Modifying fishing gear is a popular way of reducing this, and to a large extent it can often be effective. However, suitable modifications aren’t always possible, so preventing fishing in certain areas can be the only way to solve the problem. As I’ve blogged before, this brings its own challenges.
A recent paper in PLoS looked at options of biodiversity ‘off-setting’ for seabirds caught as bycatch, much in the same way that carbon offsetting is popular for plane travel. It’s widely acknowledged that this isn’t a long-term solution, but in the short term it may be possible to save more birds by putting money into conservation schemes than it would be by modifying equipment or creating exclusion zones.
Tuna and squid fishing in particular leads to a bycatch of albatross, petrels, and shearwaters which get caught on the hooks of longlines. However, these birds often face a far greater danger in their breeding grounds from invasive mammals, particularly rats and feral cats, which have decimated many seabird colonies. The problem is so severe that most vertebrate extinctions over the past six centuries have been caused by invasive mammals.
To test the idea of biodiversity offsets, this paper uses the example of the tuna fishery which stretches along the east coast of Australia. The main victims here are flesh-footed shearwaters. Possible solutions include only laying lines at night and weighting the lines so they sink out of reach more quickly. These have helped but they can’t eliminate bycatch, and they’re expensive, potentially dangerous to use, and hard to enforce. The authors point out that “like world peace, bycatch elimination cannot be achieved over night”.
The shearwaters are also facing threats in their island breeding colonies, including habitat loss, ingestion of plastic, and predation by rats.
Hopefully, better technical solutions to reducing bycatch will be available in a few years time, so rather than implement what we currently have available, it’s perhaps better to look to other conservation measures to give the shearwater population ‘breathing space’ until a real solution is found. Eradication of rats would benefit the whole island ecosystem, not just the shearwaters. In the example of the flesh-footed shearwaters, eradicating invasive rodents is at least 10 times more cost effective than closing areas of sea to fishing.
The way I see it is that, if I was given a pot of money to save seabirds I would spend it on saving the most birds possible. So if the fishing industry has money to use for conservation maybe it is best put to use on islands not boats. However, biodiversity offsets should be a way of saving more birds, not of saving money.
Another interpretation is, of course, that we shouldn’t eat tuna. It’s delicious, and I do miss it…

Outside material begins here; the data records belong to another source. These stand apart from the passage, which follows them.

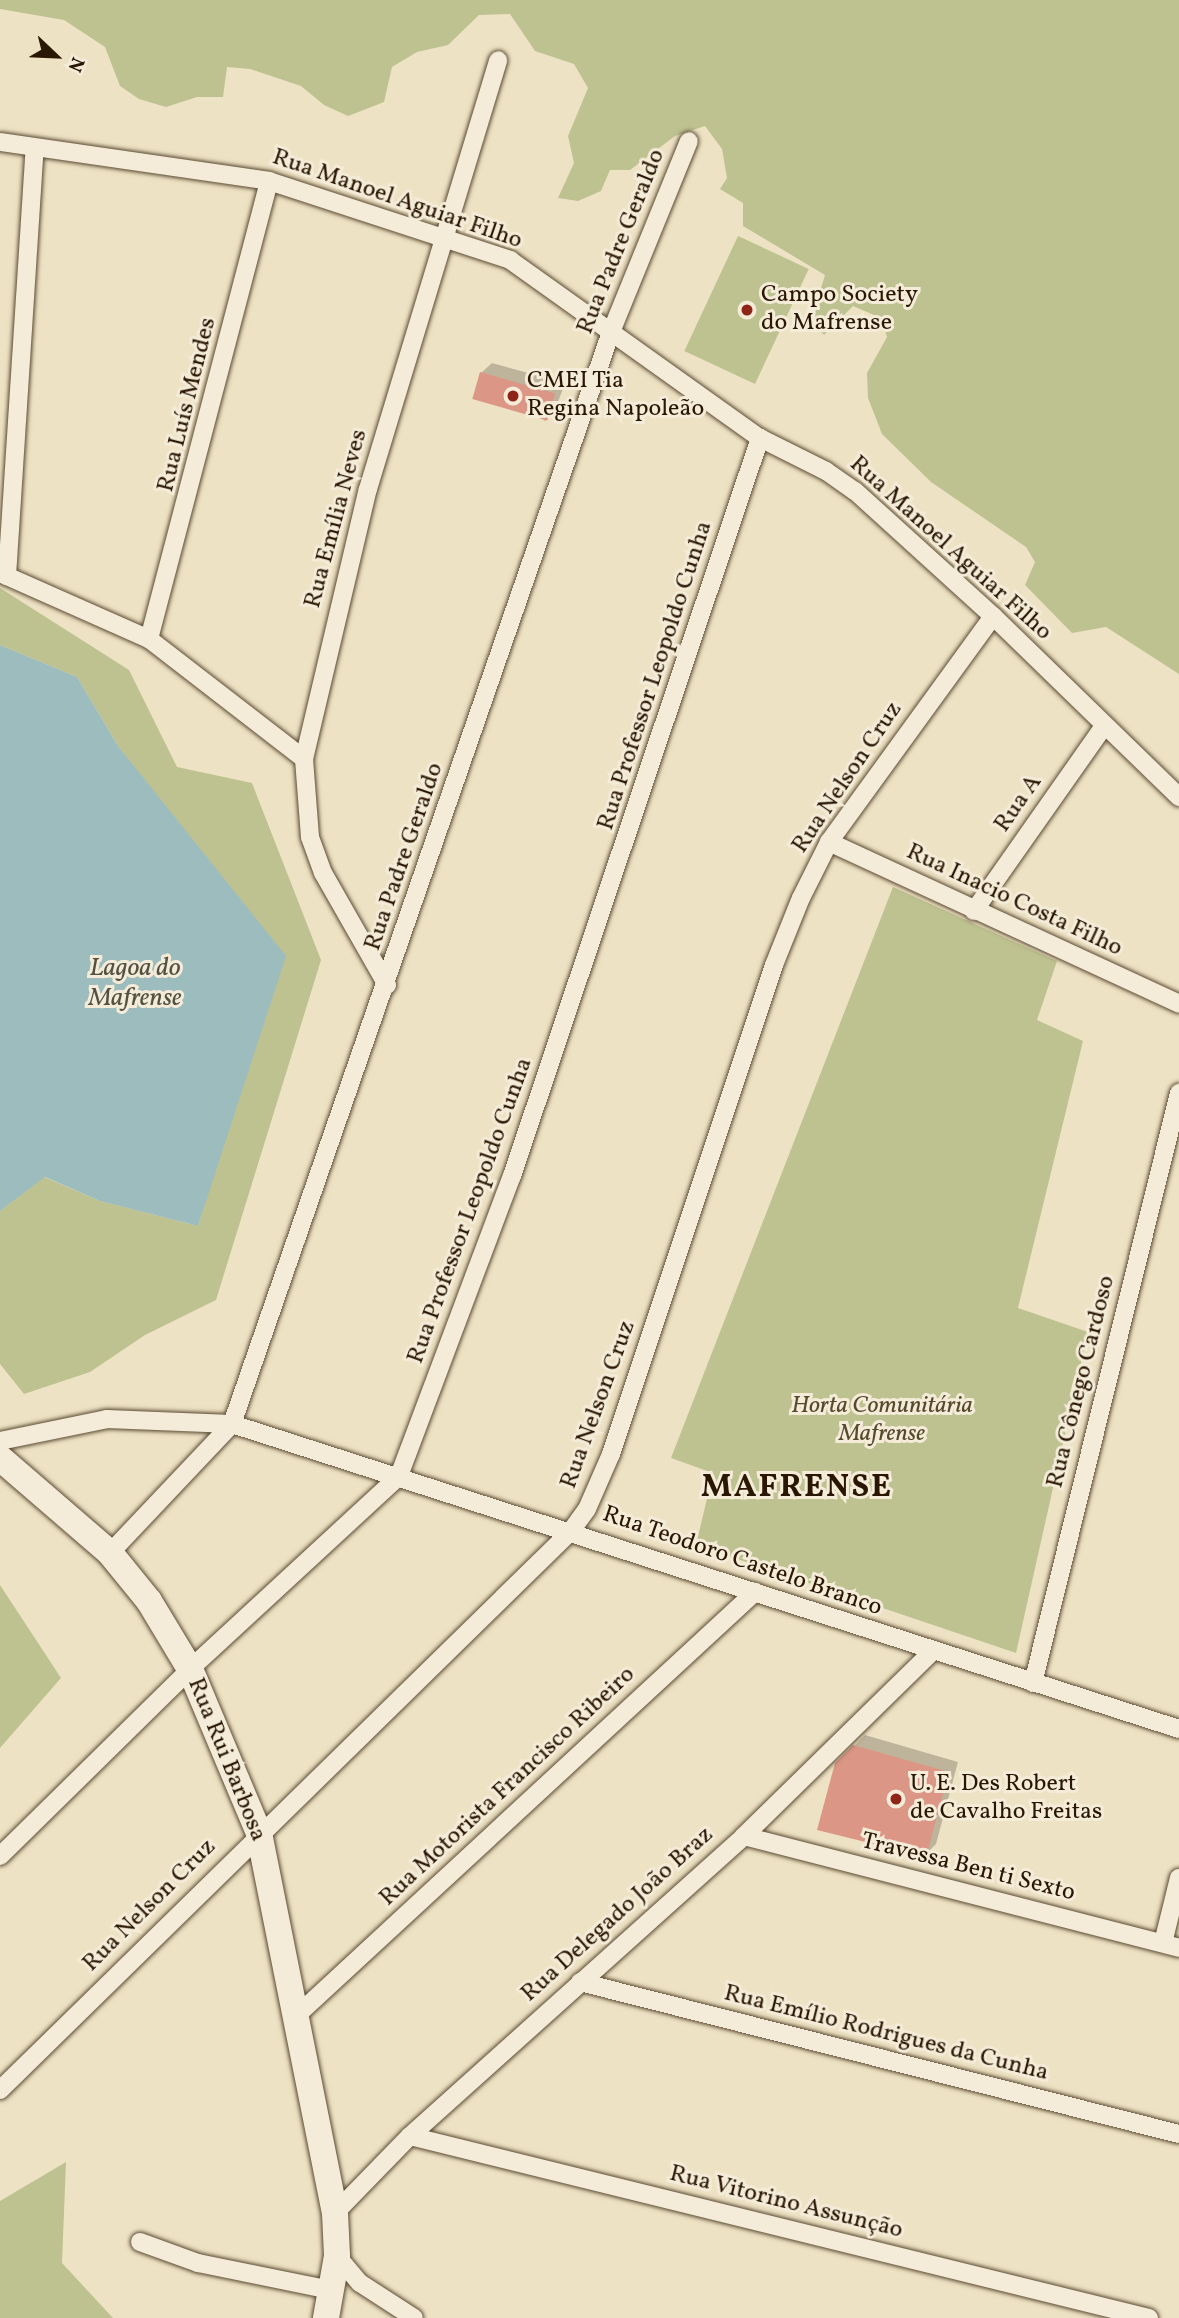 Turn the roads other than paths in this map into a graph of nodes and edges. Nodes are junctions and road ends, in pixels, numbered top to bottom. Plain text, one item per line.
1 (498, 60) dead end
2 (688, 141) dead end
3 (0, 142) edge
4 (35, 148) junction
5 (269, 181) junction
6 (442, 237) junction
7 (611, 332) junction
8 (760, 438) junction
9 (4, 574) edge
10 (993, 616) junction
11 (149, 639) junction
12 (1104, 726) junction
13 (304, 758) junction
14 (1179, 797) edge
15 (828, 842) junction
16 (974, 911) junction
17 (387, 985) junction
18 (1179, 1004) edge
19 (1179, 1093) edge
20 (232, 1424) junction
21 (0, 1441) edge
22 (0, 1458) edge
23 (399, 1476) junction
24 (571, 1531) junction
25 (110, 1553) junction
26 (755, 1592) junction
27 (932, 1652) junction
28 (190, 1669) junction
29 (1033, 1683) junction
30 (1179, 1729) edge
31 (258, 1833) junction
32 (744, 1836) junction
33 (0, 1856) edge
34 (1179, 1878) edge
35 (1171, 1945) edge
36 (580, 1982) junction
37 (294, 2018) junction
38 (0, 2090) edge
39 (1179, 2134) edge
40 (410, 2136) junction
41 (335, 2213) junction
42 (139, 2242) dead end
43 (337, 2256) junction
44 (331, 2290) junction
45 (326, 2318) edge
46 (414, 2318) edge
47 (1149, 2318) edge

1 - 6 street, Rua Emília Neves
2 - 7 street, Rua Padre Geraldo
3 - 4 street, Rua Manoel Aguiar Filho
4 - 5 street, Rua Manoel Aguiar Filho
4 - 9 street
5 - 6 street, Rua Manoel Aguiar Filho
5 - 11 street, Rua Luís Mendes
6 - 7 street, Rua Manoel Aguiar Filho
6 - 13 street, Rua Emília Neves
7 - 8 street, Rua Manoel Aguiar Filho
7 - 17 street, Rua Padre Geraldo
8 - 10 street, Rua Manoel Aguiar Filho
8 - 23 street, Rua Professor Leopoldo Cunha
9 - 11 street
10 - 12 street, Rua Manoel Aguiar Filho
10 - 15 street, Rua Nelson Cruz
11 - 13 street
12 - 14 street, Rua Manoel Aguiar Filho
12 - 16 street, Rua A
13 - 17 street, Rua Emília Neves
15 - 16 street, Rua Inacio Costa Filho
15 - 24 street, Rua Nelson Cruz
16 - 18 street, Rua Inacio Costa Filho
17 - 20 street, Rua Padre Geraldo
19 - 29 street, Rua Cônego Cardoso
20 - 21 street, Rua Teodoro Castelo Branco
20 - 23 street, Rua Teodoro Castelo Branco
20 - 25 street, Rua Padre Geraldo
22 - 25 street, Rua Rui Barbosa
23 - 24 street, Rua Teodoro Castelo Branco
23 - 28 street, Rua Professor Leopoldo Cunha
24 - 26 street, Rua Teodoro Castelo Branco
24 - 31 street, Rua Nelson Cruz
25 - 28 street, Rua Rui Barbosa
26 - 27 street, Rua Teodoro Castelo Branco
26 - 37 street, Rua Motorista Francisco Ribeiro
27 - 29 street, Rua Teodoro Castelo Branco
27 - 32 street, Rua Delegado João Braz
28 - 31 street, Rua Rui Barbosa
28 - 33 street, Rua Professor Leopoldo Cunha
29 - 30 street, Rua Teodoro Castelo Branco
31 - 37 street, Rua Rui Barbosa
31 - 38 street, Rua Nelson Cruz
32 - 35 street, Travessa Ben ti Sexto
32 - 36 street, Rua Delegado João Braz
34 - 35 street
36 - 39 street, Rua Emílio Rodrigues da Cunha
36 - 40 street, Rua Delegado João Braz
37 - 41 street, Rua Rui Barbosa
40 - 41 street, Rua Delegado João Braz
40 - 47 street, Rua Vitorino Assunção
41 - 43 street, Rua Rui Barbosa
42 - 44 street
43 - 44 street, Rua Rui Barbosa
43 - 46 street
44 - 45 street, Rua Rui Barbosa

Pascoe S, Wilcox C, & Donlan CJ (2011). Biodiversity offsets: a cost-effective interim solution to seabird bycatch in fisheries? PloS one, 6 (10) PMID: 22039422




Those birds that are seen most often over the ocean waters. Except during breeding season or when they are seen following ships for wastes thrown overboard.
Amazingly, the seabirds are some of the most abundant birds that fly over the oceans.

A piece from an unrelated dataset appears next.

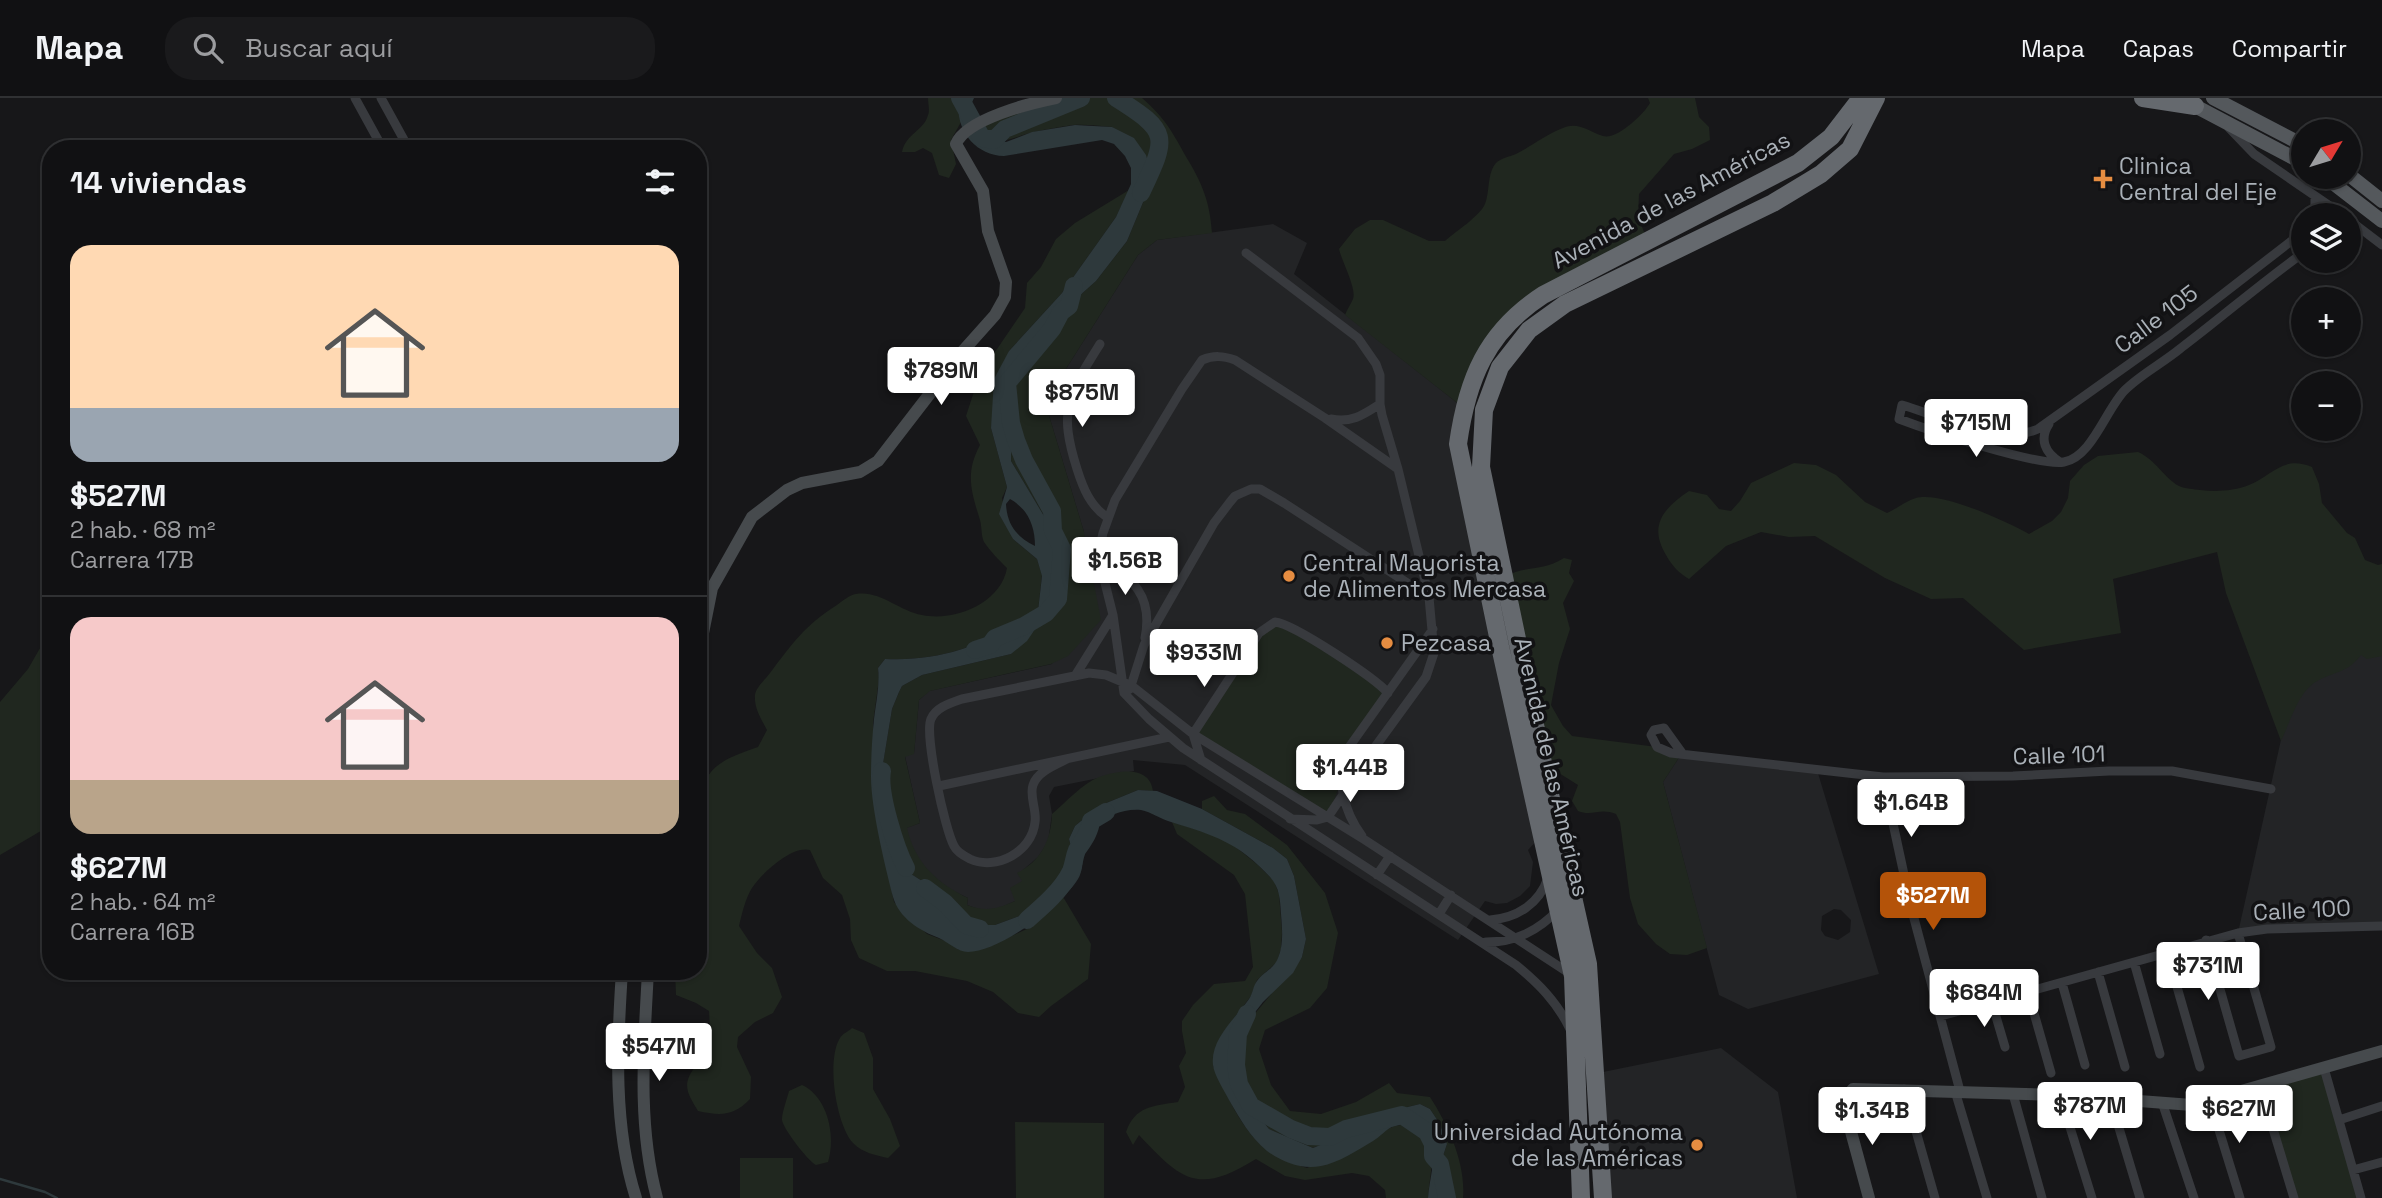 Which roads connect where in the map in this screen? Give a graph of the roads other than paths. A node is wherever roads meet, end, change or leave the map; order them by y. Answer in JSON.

Eco-friendly, modern technology for effective Bird Control.
In this would be able to help to conserve birds so that we will be able to keep them safe not be one of the endangered species.
This is a problem that has been ignored for way too long now…
Not exactly a million dollar investment required, just simple modifications to fishing equipment.
When a bird hears a bird sing does the bird sing?
To keep safe from danger, attack,or harm lets protect our seabirds.
What can get from a biodiversity?
To keep from being damaged, attacked, stolen, or injured; guard.
Prevention and mitigation of wildlife fatalities, and protection of peat bogs, …. Any
unavoidable impacts can be offset with conservation improvements of …. This
effect can be reduced by using more efficient rotors or placing wind ….. It included
analysis of seabed geology, as well as surveys of sea birds and marine
mammals. …
Does aquarium feeding mess up their feeding habits?
Eco-friendly, modern technology for effective Bird Control.
Other human factors have led to declines and even extinctions in seabird populations, colonies and species.
What do seabirds do to protect themselves and what do you do to protect them?